| Exercise brief |
From the entries that follow, copy every line with the word "main".

| Data excerpts |
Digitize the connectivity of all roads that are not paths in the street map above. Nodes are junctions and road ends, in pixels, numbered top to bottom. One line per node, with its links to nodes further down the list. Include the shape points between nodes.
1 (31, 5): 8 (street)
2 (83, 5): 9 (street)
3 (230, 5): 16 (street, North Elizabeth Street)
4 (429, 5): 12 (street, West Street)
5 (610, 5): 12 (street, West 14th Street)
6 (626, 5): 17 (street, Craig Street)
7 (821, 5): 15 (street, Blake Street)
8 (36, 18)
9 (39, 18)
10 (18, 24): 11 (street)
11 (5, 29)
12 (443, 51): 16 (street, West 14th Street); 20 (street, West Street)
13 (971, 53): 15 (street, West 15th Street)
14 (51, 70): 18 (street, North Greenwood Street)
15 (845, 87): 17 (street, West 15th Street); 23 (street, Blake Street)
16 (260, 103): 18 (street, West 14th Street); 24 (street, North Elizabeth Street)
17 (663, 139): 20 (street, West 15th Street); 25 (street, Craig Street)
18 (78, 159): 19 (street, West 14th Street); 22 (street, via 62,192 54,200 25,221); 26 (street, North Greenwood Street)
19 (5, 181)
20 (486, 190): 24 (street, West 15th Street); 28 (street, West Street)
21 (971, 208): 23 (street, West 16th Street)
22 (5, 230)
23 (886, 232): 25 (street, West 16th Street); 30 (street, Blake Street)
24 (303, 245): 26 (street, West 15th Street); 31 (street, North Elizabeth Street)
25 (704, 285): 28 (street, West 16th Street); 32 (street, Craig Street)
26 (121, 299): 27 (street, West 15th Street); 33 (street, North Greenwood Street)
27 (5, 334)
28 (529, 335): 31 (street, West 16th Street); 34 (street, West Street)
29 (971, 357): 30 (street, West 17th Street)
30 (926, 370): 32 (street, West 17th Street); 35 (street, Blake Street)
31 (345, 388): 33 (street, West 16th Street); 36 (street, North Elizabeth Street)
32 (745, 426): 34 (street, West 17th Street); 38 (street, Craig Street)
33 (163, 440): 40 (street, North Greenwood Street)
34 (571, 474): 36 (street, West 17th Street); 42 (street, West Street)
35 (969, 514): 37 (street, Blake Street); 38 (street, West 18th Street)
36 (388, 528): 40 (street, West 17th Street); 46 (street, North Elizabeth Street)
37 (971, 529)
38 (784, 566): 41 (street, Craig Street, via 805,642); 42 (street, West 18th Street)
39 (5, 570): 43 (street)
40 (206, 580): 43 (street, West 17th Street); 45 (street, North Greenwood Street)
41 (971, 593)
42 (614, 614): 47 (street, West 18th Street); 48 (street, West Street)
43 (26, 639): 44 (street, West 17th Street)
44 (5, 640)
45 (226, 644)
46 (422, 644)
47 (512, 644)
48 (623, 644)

--

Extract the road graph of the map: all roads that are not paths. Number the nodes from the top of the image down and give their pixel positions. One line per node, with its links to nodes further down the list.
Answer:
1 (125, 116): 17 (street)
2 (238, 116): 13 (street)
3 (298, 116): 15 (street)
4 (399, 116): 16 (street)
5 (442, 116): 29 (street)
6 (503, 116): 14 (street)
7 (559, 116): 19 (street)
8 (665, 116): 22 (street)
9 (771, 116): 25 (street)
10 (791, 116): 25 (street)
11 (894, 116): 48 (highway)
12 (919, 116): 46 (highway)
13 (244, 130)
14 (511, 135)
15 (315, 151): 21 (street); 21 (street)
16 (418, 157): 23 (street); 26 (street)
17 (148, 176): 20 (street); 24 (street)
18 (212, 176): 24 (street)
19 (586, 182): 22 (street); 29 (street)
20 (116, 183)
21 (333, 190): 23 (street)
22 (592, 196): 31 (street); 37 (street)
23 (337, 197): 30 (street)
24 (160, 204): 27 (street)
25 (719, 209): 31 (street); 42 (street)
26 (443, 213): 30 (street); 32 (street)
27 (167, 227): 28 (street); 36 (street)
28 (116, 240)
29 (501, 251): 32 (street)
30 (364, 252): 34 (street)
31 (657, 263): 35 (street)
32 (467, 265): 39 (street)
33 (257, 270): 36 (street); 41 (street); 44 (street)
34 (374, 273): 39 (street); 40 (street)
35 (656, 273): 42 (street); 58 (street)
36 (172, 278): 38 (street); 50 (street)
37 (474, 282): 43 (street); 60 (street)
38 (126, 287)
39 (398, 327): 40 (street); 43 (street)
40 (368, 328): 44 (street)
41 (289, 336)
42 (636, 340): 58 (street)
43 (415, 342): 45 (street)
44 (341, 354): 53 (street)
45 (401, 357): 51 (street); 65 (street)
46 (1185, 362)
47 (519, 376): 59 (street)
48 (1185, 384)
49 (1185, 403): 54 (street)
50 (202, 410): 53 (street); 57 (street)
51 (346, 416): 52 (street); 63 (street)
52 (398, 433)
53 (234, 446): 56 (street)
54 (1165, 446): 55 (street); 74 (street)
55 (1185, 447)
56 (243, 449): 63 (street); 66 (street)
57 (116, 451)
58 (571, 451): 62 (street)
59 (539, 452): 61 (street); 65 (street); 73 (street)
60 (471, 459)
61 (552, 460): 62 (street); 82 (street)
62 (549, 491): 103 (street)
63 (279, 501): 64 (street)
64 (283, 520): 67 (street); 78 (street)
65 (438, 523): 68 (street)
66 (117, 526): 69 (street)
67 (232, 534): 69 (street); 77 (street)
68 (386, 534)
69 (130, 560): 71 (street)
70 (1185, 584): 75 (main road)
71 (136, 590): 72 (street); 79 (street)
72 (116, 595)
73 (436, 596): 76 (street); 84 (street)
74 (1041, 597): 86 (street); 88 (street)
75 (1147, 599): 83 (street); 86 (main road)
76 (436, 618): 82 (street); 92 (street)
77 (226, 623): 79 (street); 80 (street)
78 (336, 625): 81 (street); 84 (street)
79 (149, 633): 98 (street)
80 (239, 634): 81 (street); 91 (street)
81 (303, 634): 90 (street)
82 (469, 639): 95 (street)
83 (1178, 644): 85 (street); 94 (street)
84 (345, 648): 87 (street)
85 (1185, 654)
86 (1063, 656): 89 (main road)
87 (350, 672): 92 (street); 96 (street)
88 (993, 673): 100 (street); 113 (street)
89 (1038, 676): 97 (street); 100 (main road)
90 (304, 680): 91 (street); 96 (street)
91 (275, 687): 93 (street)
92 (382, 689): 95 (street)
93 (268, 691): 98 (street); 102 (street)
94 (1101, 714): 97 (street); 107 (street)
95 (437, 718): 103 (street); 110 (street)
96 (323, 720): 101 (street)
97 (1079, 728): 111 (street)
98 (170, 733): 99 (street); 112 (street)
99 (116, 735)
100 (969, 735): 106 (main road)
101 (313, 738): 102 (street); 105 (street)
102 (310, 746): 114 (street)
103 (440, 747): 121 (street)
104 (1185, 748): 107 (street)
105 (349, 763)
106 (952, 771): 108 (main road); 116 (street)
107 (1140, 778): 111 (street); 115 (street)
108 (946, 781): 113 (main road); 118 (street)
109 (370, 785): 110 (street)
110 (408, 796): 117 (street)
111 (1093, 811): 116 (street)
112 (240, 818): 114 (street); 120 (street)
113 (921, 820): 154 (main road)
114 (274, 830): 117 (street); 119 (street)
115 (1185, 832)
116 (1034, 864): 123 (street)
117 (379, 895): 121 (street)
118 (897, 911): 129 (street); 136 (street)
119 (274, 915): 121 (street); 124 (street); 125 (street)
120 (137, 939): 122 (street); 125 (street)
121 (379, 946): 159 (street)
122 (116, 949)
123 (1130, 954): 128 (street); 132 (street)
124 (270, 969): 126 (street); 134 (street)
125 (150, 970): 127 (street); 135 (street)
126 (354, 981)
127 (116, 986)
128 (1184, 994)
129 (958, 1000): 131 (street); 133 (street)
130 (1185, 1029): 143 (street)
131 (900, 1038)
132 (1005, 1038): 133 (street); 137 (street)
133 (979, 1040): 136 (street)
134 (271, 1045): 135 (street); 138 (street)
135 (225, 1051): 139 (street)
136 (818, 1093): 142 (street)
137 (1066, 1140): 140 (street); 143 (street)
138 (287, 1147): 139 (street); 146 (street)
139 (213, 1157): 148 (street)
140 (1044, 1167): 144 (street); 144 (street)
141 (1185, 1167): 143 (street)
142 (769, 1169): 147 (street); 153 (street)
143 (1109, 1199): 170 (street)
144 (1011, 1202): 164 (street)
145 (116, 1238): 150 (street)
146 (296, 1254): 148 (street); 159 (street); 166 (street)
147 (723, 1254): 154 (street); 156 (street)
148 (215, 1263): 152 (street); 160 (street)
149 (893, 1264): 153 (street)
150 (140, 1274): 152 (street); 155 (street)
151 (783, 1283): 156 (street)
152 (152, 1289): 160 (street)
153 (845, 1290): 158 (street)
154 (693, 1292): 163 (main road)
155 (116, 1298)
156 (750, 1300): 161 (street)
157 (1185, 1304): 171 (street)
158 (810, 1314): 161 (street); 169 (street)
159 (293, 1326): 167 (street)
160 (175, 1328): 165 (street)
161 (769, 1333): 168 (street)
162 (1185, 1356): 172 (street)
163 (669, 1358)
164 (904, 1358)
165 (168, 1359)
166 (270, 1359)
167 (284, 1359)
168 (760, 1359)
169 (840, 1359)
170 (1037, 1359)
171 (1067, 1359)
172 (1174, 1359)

---

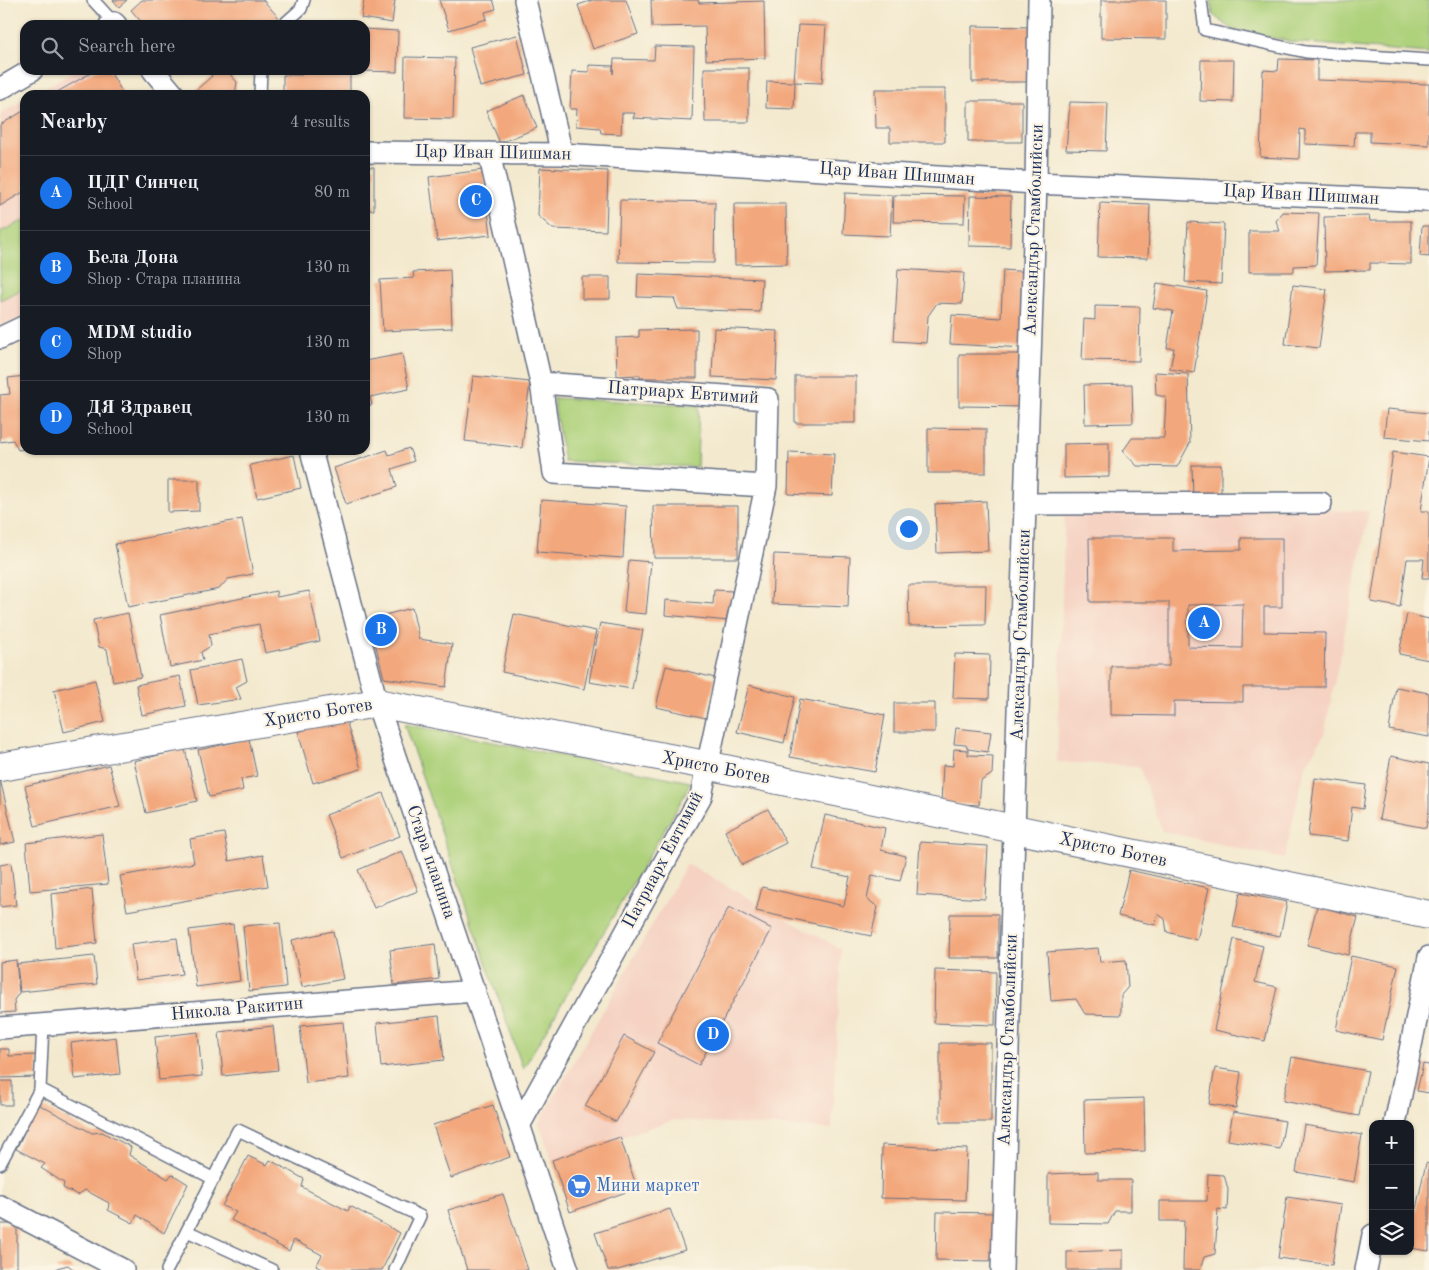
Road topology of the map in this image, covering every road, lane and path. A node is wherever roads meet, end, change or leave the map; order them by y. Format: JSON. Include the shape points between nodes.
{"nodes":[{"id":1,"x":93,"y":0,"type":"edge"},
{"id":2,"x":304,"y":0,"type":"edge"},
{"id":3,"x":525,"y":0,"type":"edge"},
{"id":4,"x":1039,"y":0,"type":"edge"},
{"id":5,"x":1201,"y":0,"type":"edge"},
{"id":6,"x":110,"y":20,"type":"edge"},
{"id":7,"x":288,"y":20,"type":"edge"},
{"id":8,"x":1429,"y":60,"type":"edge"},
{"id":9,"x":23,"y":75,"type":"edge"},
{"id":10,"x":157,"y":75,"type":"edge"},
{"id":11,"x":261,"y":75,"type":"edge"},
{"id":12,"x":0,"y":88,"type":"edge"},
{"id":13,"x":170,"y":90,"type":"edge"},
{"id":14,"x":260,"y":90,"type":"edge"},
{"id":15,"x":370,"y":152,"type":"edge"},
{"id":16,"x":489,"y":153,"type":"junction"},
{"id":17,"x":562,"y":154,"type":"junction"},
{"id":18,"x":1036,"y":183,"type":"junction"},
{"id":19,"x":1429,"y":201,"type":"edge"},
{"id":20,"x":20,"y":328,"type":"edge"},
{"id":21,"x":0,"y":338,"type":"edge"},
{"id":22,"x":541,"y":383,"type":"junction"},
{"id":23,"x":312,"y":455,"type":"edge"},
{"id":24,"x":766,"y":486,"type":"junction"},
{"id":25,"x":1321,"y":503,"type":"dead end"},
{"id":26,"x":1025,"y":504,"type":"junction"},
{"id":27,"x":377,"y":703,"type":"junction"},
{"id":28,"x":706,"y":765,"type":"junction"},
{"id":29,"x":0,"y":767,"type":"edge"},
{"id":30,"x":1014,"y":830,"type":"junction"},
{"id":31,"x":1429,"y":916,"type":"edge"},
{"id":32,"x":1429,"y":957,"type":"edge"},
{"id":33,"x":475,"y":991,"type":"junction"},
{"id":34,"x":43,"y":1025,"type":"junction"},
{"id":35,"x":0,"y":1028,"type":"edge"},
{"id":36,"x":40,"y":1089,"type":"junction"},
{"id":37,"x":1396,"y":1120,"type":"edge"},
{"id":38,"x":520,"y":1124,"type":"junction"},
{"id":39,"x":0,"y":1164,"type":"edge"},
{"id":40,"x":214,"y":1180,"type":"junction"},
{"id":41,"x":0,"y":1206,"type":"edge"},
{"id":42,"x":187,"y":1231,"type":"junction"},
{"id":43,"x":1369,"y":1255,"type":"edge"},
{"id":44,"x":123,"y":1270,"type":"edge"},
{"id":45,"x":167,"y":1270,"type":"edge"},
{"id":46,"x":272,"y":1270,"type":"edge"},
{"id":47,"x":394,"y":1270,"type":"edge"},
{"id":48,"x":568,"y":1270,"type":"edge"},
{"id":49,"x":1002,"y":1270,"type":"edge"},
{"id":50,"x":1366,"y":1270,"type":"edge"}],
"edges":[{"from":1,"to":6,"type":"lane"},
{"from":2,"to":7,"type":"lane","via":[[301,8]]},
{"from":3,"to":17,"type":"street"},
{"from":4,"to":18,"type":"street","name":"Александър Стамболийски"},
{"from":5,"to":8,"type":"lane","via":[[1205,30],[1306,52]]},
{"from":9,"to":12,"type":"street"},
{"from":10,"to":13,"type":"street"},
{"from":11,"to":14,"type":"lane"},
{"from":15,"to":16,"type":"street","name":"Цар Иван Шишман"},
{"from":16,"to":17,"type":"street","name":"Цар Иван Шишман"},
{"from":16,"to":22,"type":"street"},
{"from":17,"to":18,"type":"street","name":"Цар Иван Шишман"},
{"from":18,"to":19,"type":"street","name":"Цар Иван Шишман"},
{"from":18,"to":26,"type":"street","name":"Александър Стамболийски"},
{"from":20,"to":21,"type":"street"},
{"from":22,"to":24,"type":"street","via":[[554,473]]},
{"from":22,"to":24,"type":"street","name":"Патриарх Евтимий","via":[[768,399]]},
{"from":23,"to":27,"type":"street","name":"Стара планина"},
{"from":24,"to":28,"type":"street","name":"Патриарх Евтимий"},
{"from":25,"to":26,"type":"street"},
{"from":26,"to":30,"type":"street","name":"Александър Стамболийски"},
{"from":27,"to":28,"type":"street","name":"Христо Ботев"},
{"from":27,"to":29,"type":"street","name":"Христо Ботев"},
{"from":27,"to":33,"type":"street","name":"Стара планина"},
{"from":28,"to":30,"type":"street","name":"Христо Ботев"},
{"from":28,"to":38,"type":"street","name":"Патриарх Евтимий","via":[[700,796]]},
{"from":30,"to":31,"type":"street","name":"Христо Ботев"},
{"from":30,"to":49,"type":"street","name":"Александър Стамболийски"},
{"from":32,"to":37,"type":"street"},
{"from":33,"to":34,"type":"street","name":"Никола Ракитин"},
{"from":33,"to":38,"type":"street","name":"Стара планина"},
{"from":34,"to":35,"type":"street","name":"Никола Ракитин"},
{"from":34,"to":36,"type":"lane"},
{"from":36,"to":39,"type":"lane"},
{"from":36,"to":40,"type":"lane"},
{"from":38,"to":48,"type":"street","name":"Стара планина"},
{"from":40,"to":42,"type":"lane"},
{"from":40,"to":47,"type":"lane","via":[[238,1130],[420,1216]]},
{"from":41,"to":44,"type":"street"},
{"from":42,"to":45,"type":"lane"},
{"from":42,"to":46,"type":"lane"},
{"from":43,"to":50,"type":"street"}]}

| Finished exercise |
70 (1185, 584): 75 (main road)
75 (1147, 599): 83 (street); 86 (main road)
86 (1063, 656): 89 (main road)
89 (1038, 676): 97 (street); 100 (main road)
100 (969, 735): 106 (main road)
106 (952, 771): 108 (main road); 116 (street)
108 (946, 781): 113 (main road); 118 (street)
113 (921, 820): 154 (main road)
154 (693, 1292): 163 (main road)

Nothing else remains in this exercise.